Analogy has been of profound interest to scholars since classical antiquity. In language study it is a well-known and universally acknowledged factor in
shaping language and its development, which has been examined from both a diachronic and synchronic perspective. It is traditionally associated with change in morphonology, morphology, and syntax (where analogy forms the basis of rule reinterpretation). It has been discussed in the pre-structuralist era, as in Junggrammatiker Paul’s Prinzipien der Sprachgeschichte (1880, chapter 5), by structuralists – de Saussure devotes two chapters to it in the third part on diachronic linguistics of his Cours (1916), Trnka explores this subject in his paper About Analogy in Structural Linguistics (1936/1982) – as well as by generativists (Aronoff –Fudeman, 2004, 87– 8). An oft-quoted account is provided by Hock (1986/1991, 167–237). He distinguishes two main types of analogy (apart from analogy as a factor in sound change): analogical levelling (›paradigmatic‹ levelling), or the reduction or elimination of morphophonemic alternation within a morphological paradigm, and proportional analogy, in which a regularity is carried over to irregular forms according to the formula A:A’ = B:X. He mentions three areas in which proportional analogy operates, morphology,orthography and word formation, i. e. creation of neologisms (xeroxing), which is of primary importance to us here. According to Hock, proportional analogy may also combine with morphological reanalysis as in Hamburger where ›from Hamburg‹ was reanalyzed as ›from ham‹, thus making way for analogized forms such as cheeseburger, turkey burger. While individual examples like hamburger > cheeseburger are clearly indicative of analogy at work, it is difficult to get a full idea of analogy at work on the basis of a few scattered instances. The present study makes use of the opportunity provided by electronic dictionaries to search through the etymology section of entry articles. It so happens that if an electronic dictionary such as the COD carefully and consistently enough describes the etymology of the headwords, a relatively large sample of what the compilers apparently consider analogized creations can be gathered.
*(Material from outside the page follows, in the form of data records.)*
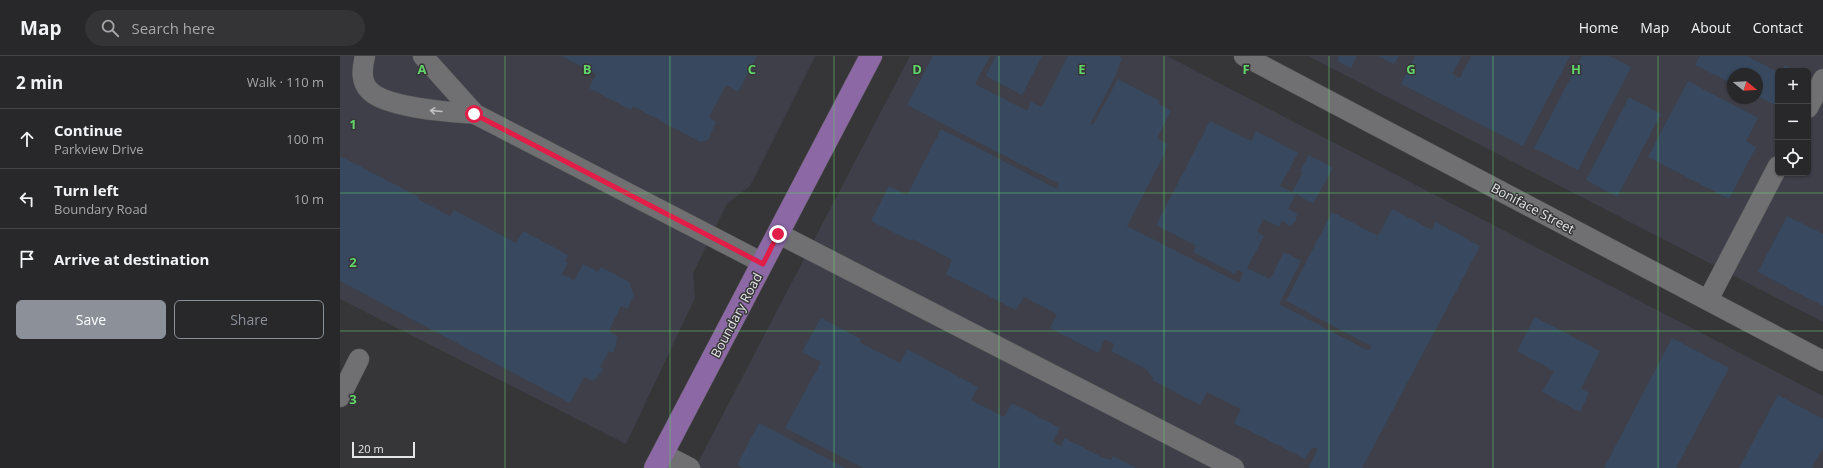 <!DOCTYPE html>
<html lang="en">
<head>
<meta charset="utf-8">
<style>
  body { margin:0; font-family:"Open Sans",sans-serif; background:#343437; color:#f1f3f6 }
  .controls { position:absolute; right:12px; top:12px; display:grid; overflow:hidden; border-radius:6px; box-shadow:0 1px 3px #0004 }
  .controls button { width:36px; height:36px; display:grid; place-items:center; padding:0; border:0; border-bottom:1px solid #444447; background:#28282b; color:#f1f3f6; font:20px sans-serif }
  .compass { position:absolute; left:1387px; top:12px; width:36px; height:36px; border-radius:50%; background:#28282b; box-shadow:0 1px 3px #0004; rotate:108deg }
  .scale { position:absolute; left:12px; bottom:10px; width:63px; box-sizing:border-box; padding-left:4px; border:2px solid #e4e5e6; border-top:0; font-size:11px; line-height:14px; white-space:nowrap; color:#e4e5e6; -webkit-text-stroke:3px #363639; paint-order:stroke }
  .stop { position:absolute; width:12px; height:12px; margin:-9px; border:3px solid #e11d48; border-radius:50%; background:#fff }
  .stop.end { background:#e11d48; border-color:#fff; box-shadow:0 1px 4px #0008 }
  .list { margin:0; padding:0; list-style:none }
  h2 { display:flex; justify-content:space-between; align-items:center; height:52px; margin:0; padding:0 16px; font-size:17px }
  h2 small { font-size:13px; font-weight:400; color:#a5a6a9 }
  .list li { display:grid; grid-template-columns:26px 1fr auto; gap:12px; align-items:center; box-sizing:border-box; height:60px; padding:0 16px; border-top:1px solid #444447 }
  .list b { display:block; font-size:15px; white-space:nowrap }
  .list p { margin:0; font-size:13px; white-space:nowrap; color:#a5a6a9 }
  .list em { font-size:13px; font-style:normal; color:#a5a6a9 }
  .actions { display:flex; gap:8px; padding:12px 16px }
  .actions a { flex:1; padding:9px 0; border:1px solid #8c9099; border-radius:6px; text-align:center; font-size:14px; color:#8c9099 }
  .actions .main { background:#8c9099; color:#fff }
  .icon { flex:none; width:22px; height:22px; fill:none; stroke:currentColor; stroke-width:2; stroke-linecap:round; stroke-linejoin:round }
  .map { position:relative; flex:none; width:1483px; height:412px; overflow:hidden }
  header { display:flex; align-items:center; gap:24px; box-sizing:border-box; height:56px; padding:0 20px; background:#28282b; border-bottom:1px solid #444447 }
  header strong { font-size:19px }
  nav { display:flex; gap:22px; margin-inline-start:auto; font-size:14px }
  .search { width:280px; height:36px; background:#343437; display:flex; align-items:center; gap:10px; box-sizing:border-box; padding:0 14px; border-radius:22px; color:#a5a6a9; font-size:15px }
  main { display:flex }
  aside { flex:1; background:#28282b }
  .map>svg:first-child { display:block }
  .built { fill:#3e3f48; fill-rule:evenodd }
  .building { fill:#38495f }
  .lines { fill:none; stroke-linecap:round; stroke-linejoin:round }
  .minor-casing { stroke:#555557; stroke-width:21 }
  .major-casing { stroke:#555557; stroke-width:23 }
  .minor { stroke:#707073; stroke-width:20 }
  .major { stroke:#8c68a5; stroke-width:22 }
  .oneway { stroke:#c1c2c4 }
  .route { stroke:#e11d48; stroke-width:5 }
  .grid { fill:none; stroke:#62d469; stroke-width:1; stroke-opacity:0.55 }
  .labels { text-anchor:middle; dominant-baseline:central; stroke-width:3; stroke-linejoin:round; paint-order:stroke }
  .street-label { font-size:13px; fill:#e4e5e6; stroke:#363639 }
  .grid-label { font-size:13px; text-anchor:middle; font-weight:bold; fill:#62d469; stroke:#363639; stroke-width:3; stroke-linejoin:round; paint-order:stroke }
</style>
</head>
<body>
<header>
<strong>Map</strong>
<div class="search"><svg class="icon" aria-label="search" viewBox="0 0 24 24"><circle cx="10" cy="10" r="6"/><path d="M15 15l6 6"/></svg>Search here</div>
<nav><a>Home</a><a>Map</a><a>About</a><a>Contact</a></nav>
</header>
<main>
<aside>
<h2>2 min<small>Walk · 110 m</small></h2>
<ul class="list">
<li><svg class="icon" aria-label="ahead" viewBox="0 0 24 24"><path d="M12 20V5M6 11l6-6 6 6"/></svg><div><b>Continue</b><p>Parkview Drive</p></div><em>100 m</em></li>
<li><svg class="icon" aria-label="left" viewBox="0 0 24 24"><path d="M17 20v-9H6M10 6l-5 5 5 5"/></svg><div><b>Turn left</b><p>Boundary Road</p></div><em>10 m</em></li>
<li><svg class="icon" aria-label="arrive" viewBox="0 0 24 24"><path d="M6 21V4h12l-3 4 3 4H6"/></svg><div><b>Arrive at destination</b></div></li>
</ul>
<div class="actions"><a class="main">Save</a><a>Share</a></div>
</aside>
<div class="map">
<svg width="1483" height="412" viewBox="0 0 1483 412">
  <rect width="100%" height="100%" fill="#363639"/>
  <g class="built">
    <path d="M 0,0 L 475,0 L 410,130 L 387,148 L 353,217 L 355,242 L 286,388 L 0,243 Z"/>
    <path d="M 570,0 L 827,0 L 1483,340 L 1483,412 L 355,412 Z"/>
    <path d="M 968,0 L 1483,0 L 1483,266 L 1352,198 ZM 1438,15 L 1468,15 L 1468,117 L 1438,117 ZM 1393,18 L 1417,18 L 1417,42 L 1393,42 Z"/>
  </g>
  <g class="building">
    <path d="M 221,0 L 417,0 L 398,36 L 386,29 L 369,61 L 376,66 L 368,84 L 360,86 L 293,50 L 291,54 L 249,32 L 256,18 Z"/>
    <path d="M 593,0 L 650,0 L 635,28 L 687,55 L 691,46 L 702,51 L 728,0 L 779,0 L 782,2 L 775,21 L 750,68 L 753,69 L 778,23 L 820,45 L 818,48 L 831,55 L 817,82 L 827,88 L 825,94 L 826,95 L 787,170 L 899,227 L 903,217 L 897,214 L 895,218 L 853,196 L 856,190 L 816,169 L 870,65 L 911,85 L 916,75 L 958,97 L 940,130 L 952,136 L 963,116 L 960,115 L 969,99 L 993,112 L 973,148 L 956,138 L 948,153 L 957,158 L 956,164 L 951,170 L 942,165 L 939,171 L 923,163 L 917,176 L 924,180 L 907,212 L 930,223 L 944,196 L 961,205 L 939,248 L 1029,295 L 1031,290 L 946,245 L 992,156 L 1038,180 L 1052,153 L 1092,174 L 1096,166 L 1140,190 L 1022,412 L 968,412 L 978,393 L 975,391 L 970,394 L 965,403 L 894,367 L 901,353 L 867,336 L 860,349 L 812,324 L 813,322 L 806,313 L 771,295 L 774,288 L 765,283 L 758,297 L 710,272 L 717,258 L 684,241 L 676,254 L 606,218 L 612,204 L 573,183 L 571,185 L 531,165 L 549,130 L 567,139 L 601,73 L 717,133 L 719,128 L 567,49 Z"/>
    <path d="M 656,0 L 702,0 L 682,39 L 646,20 Z"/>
    <path d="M 1000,0 L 1017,0 L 1011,12 L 997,5 Z"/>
    <path d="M 1038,0 L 1059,0 L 1054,8 Z"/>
    <path d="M 1075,0 L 1122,0 L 1112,18 L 1120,22 L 1131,0 L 1230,0 L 1183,90 L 1061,28 Z"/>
    <path d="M 1242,0 L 1269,0 L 1291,11 L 1238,114 L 1194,92 Z"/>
    <path d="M 1360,0 L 1407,0 L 1438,16 L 1437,50 L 1417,40 L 1417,18 L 1393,18 L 1393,28 L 1355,9 Z"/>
    <path d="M 1445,9 L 1457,15 L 1441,15 Z"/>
    <path d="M 1348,25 L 1418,62 L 1406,85 L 1416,91 L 1389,143 L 1308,101 Z"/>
    <path d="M 1289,41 L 1321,58 L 1277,141 L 1246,124 Z"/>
    <path d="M 0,100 L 79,141 L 78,143 L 110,160 L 114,154 L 176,187 L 183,175 L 228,199 L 225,206 L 228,207 L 222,218 L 234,224 L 243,208 L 258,216 L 261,211 L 289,226 L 294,239 L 287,253 L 281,250 L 269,275 L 277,280 L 276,289 L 273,297 L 269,295 L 260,311 L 264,313 L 259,319 L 253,325 L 244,321 L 230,347 L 0,225 Z"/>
    <path d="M 1447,160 L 1483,178 L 1483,250 L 1418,216 Z"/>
    <path d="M 1195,261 L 1260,295 L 1241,333 L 1249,337 L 1240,356 L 1202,336 L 1214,315 L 1177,295 Z"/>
    <path d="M 481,262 L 521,283 L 519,286 L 560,307 L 567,293 L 638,331 L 631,344 L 664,361 L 672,347 L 720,372 L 712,386 L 721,390 L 725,382 L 761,401 L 771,404 L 773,400 L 796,412 L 523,412 L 445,372 L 481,306 L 462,296 Z"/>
    <path d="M 1332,282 L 1389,312 L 1336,412 L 1264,412 Z"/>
    <path d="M 1438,339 L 1483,363 L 1483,392 L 1472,412 L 1399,412 Z"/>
    <path d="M 419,367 L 505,412 L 402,412 L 397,409 Z"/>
  </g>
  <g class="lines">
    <defs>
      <g id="minor">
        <path d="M 25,0 C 22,12 20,26 30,35 C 47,52 110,56 135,58"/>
        <path d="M 83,0 L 135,58 L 423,207"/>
        <path d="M 904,0 L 1483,305"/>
        <path d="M 1468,52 L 1483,23"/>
        <path d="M 439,178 L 894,412"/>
        <path d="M 1368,244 L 1438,110"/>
        <path d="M 0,341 L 19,303"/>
        <path d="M 323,398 L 350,412"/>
      </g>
      <path id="major" d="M 315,412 L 531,0"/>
    </defs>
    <use href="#minor" class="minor-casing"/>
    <use href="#major" class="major-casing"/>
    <use href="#minor" class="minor"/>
    <use href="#major" class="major"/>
  </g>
  <defs><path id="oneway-shaft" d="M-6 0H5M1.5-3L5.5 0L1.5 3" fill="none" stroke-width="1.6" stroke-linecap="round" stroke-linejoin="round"/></defs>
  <use class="oneway" href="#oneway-shaft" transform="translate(96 55) rotate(-175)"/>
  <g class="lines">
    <path class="route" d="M 134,58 L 423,208 L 438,178"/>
  </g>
  <path class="grid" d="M 165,0 L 165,412M 330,0 L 330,412M 494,0 L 494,412M 659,0 L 659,412M 824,0 L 824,412M 989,0 L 989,412M 1153,0 L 1153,412M 1318,0 L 1318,412M 0,137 L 1483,137M 0,275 L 1483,275"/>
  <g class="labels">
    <g class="street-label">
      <text transform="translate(1193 152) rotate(28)">Boniface Street</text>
      <text transform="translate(396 259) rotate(-62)">Boundary Road</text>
    </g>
  </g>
  <g class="grid-label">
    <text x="82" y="18">A</text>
    <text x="247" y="18">B</text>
    <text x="412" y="18">C</text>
    <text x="577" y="18">D</text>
    <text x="742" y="18">E</text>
    <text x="906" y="18">F</text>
    <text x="1071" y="18">G</text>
    <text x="1236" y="18">H</text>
    <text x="13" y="73">1</text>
    <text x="13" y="211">2</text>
    <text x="13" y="348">3</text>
  </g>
</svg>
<div class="controls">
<button>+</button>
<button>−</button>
<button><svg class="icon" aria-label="locate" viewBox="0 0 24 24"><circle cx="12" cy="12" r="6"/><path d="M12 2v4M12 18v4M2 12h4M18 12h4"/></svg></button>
</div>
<svg class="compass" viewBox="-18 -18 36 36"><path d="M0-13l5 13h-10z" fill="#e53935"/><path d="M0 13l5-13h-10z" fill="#a5a6a9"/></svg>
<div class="scale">20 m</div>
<div class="stop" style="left:134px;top:58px"></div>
<div class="stop end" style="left:438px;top:178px"></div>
</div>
</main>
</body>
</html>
Also there seems to be a certain disparity between this relatively large number of neologisms whose origin is ascribed to analogy and the fact that authors of
standard descriptions of contemporary English word-formation, such as Bauer (1983) and Plag (2002), give only a passing mention to its role in vocabulary
expansion in English. Therefore we decided to examine the copious electronic dictionary data to see whether it could throw up some new aspects of analogy
and show some other patterns beyond the much quoted example of cheeseburger on the model of hamburger.